Monday, 27 November 2006

Warming, warming, warming...

Global warming and climate change: the inevitability, the issue, the danger, the scenario, and the crisis.

I may have missed out on analyzing the Stern Review**, but this latest climate change study is totally new to the news.

The Global Carbon Project says that emissions were rising by less than 1% annually up to the year 2000, but are now rising at 2.5% per year.

While I think the carbon emission market set up in Europe is a brilliant idea, it has been hard to implement and there have reportedly been misunderstandings and loopholes in enforcing the principles of the project — which is like a carbon dioxide (CO2 is one of the leading greenhouse emissions) stock market. The United States is by far the number one polluter of greenhouse gasses, and shows no sign of letting up soon.
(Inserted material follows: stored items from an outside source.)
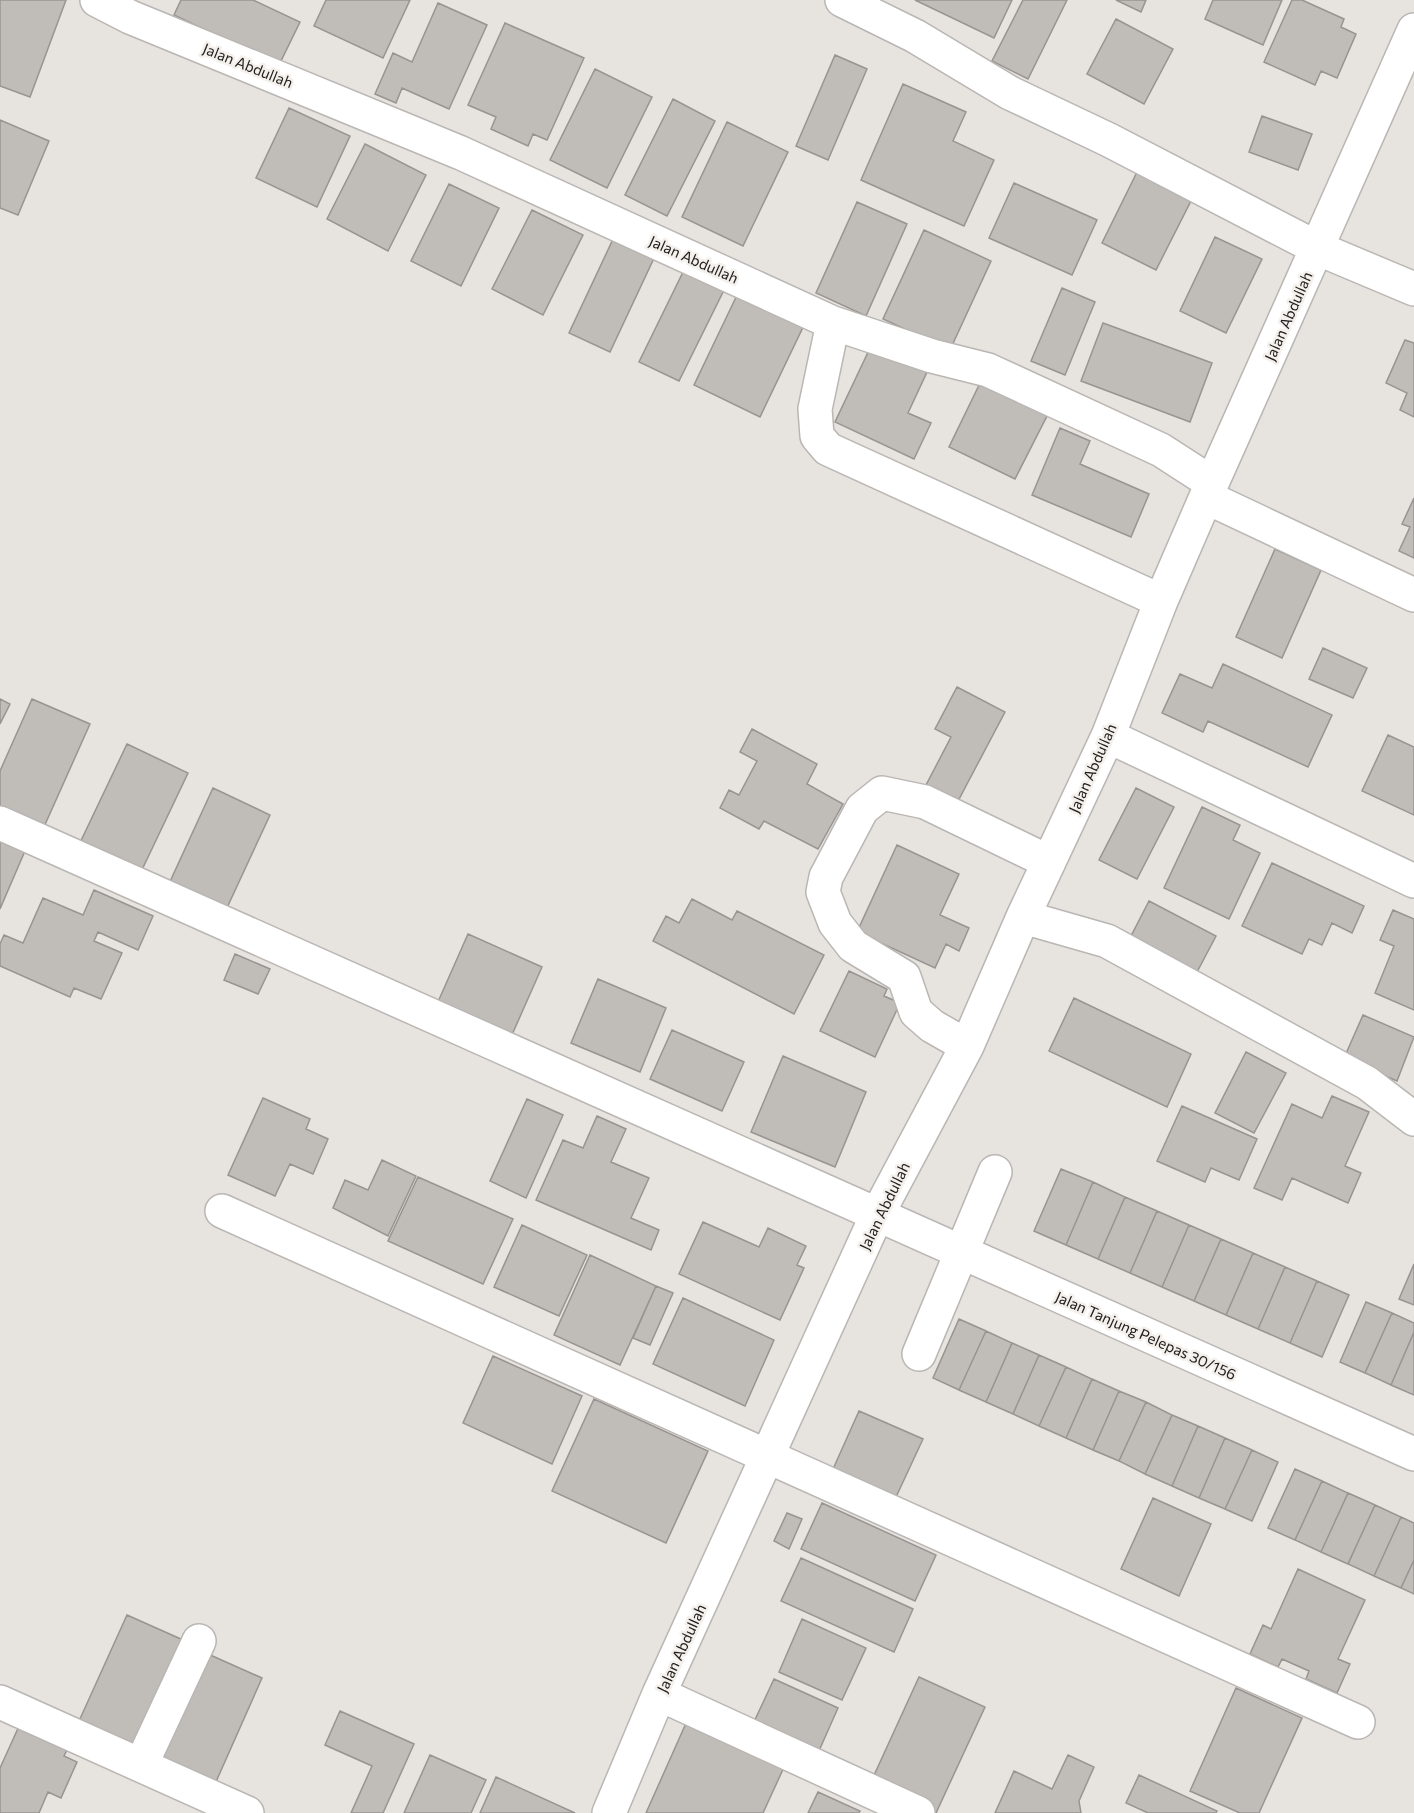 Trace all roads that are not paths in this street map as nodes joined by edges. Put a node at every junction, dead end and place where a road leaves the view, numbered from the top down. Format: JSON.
{"nodes":[{"id":1,"x":97,"y":0,"type":"edge"},
{"id":2,"x":842,"y":0,"type":"edge"},
{"id":3,"x":1414,"y":30,"type":"edge"},
{"id":4,"x":1318,"y":249,"type":"junction"},
{"id":5,"x":1414,"y":289,"type":"edge"},
{"id":6,"x":833,"y":322,"type":"junction"},
{"id":7,"x":1209,"y":490,"type":"junction"},
{"id":8,"x":1414,"y":596,"type":"edge"},
{"id":9,"x":1161,"y":602,"type":"junction"},
{"id":10,"x":1108,"y":736,"type":"junction"},
{"id":11,"x":0,"y":823,"type":"edge"},
{"id":12,"x":1049,"y":862,"type":"junction"},
{"id":13,"x":1414,"y":881,"type":"edge"},
{"id":14,"x":1023,"y":917,"type":"junction"},
{"id":15,"x":967,"y":1046,"type":"junction"},
{"id":16,"x":1414,"y":1119,"type":"edge"},
{"id":17,"x":995,"y":1172,"type":"dead end"},
{"id":18,"x":222,"y":1211,"type":"dead end"},
{"id":19,"x":877,"y":1215,"type":"junction"},
{"id":20,"x":961,"y":1253,"type":"junction"},
{"id":21,"x":919,"y":1354,"type":"dead end"},
{"id":22,"x":1414,"y":1454,"type":"edge"},
{"id":23,"x":770,"y":1456,"type":"junction"},
{"id":24,"x":199,"y":1641,"type":"dead end"},
{"id":25,"x":659,"y":1694,"type":"junction"},
{"id":26,"x":0,"y":1702,"type":"edge"},
{"id":27,"x":1358,"y":1722,"type":"dead end"},
{"id":28,"x":141,"y":1765,"type":"junction"},
{"id":29,"x":247,"y":1813,"type":"edge"},
{"id":30,"x":609,"y":1813,"type":"edge"},
{"id":31,"x":918,"y":1813,"type":"edge"}],
"edges":[{"from":1,"to":6,"type":"street","name":"Jalan Abdullah"},
{"from":2,"to":4,"type":"street"},
{"from":3,"to":4,"type":"street","name":"Jalan Abdullah"},
{"from":4,"to":5,"type":"street"},
{"from":4,"to":7,"type":"street","name":"Jalan Abdullah"},
{"from":6,"to":7,"type":"street","name":"Jalan Abdullah"},
{"from":6,"to":9,"type":"street"},
{"from":7,"to":8,"type":"street","name":"Jalan Abdullah"},
{"from":7,"to":9,"type":"street","name":"Jalan Abdullah"},
{"from":9,"to":10,"type":"street","name":"Jalan Abdullah"},
{"from":10,"to":12,"type":"street","name":"Jalan Abdullah"},
{"from":10,"to":13,"type":"street"},
{"from":11,"to":19,"type":"street","name":"Jalan Tanjung Pelepas 30/156"},
{"from":12,"to":14,"type":"street","name":"Jalan Abdullah"},
{"from":12,"to":15,"type":"street"},
{"from":14,"to":15,"type":"street","name":"Jalan Abdullah"},
{"from":14,"to":16,"type":"street"},
{"from":15,"to":19,"type":"street","name":"Jalan Abdullah"},
{"from":17,"to":20,"type":"street"},
{"from":18,"to":23,"type":"street"},
{"from":19,"to":20,"type":"street","name":"Jalan Tanjung Pelepas 30/156"},
{"from":19,"to":23,"type":"street","name":"Jalan Abdullah"},
{"from":20,"to":21,"type":"street"},
{"from":20,"to":22,"type":"street","name":"Jalan Tanjung Pelepas 30/156"},
{"from":23,"to":25,"type":"street","name":"Jalan Abdullah"},
{"from":23,"to":27,"type":"street"},
{"from":24,"to":28,"type":"street"},
{"from":25,"to":30,"type":"street","name":"Jalan Abdullah"},
{"from":25,"to":31,"type":"street"},
{"from":26,"to":28,"type":"street"},
{"from":28,"to":29,"type":"street"}]}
At the recent United Nations climate summit in Nairobi, a number of delegations, including those of Britain, Australia and the US, pointed out that they had managed to grow their economies without significant increases in carbon emissions.

Proof enough, or just that nasty UN getting on the righteous "freedom"-loving Americans again? Who needs stupid diplomacy? .

Coming up right behind the US is rising power China, expected to take the number one spot in a while. America has yet to show any promise, with no help to the news media (versus the near-ample coverage British media has given the scientific issue of climate change). Any time that global warming has potentially been tied to something regular people can associate with (e.g. 2005's Hurricane Katrina hitting the US gulf coast), that smidgen of credibility and sensibility is knocked off the table by the media that does talk about global warming and possible implications blowing things like hurricanes out of proportion! Therefore, you have the groups of: sensible educated people who believe in scientific climate change (that's me), those who don't believe it at all [because they are narrow-minded or otherwise], those who believe it because of the hyped version that links global warming to temporary things (unseasonably summer heat, hurricanes — yet to be proven tied to the kind of climate change we are really talking about), and those who don't believe in global warming because of the sensationalized version they get.

The United States may have left the building of realism of impending ecological disaster for now, but at least there are international consortiums — such as the IPCC (see aforelink) — working on this serious matter.

**: From 1 Nov.
Check out the latest global warming report commissioned by the British Chancellor of the Exchequer Gordon Brown, the Stern Review. It shows that climate change could easily and greatly devistate the economies of the world very fast. The more we wait, the higher the economic, humanitarian, and environmental toll will be.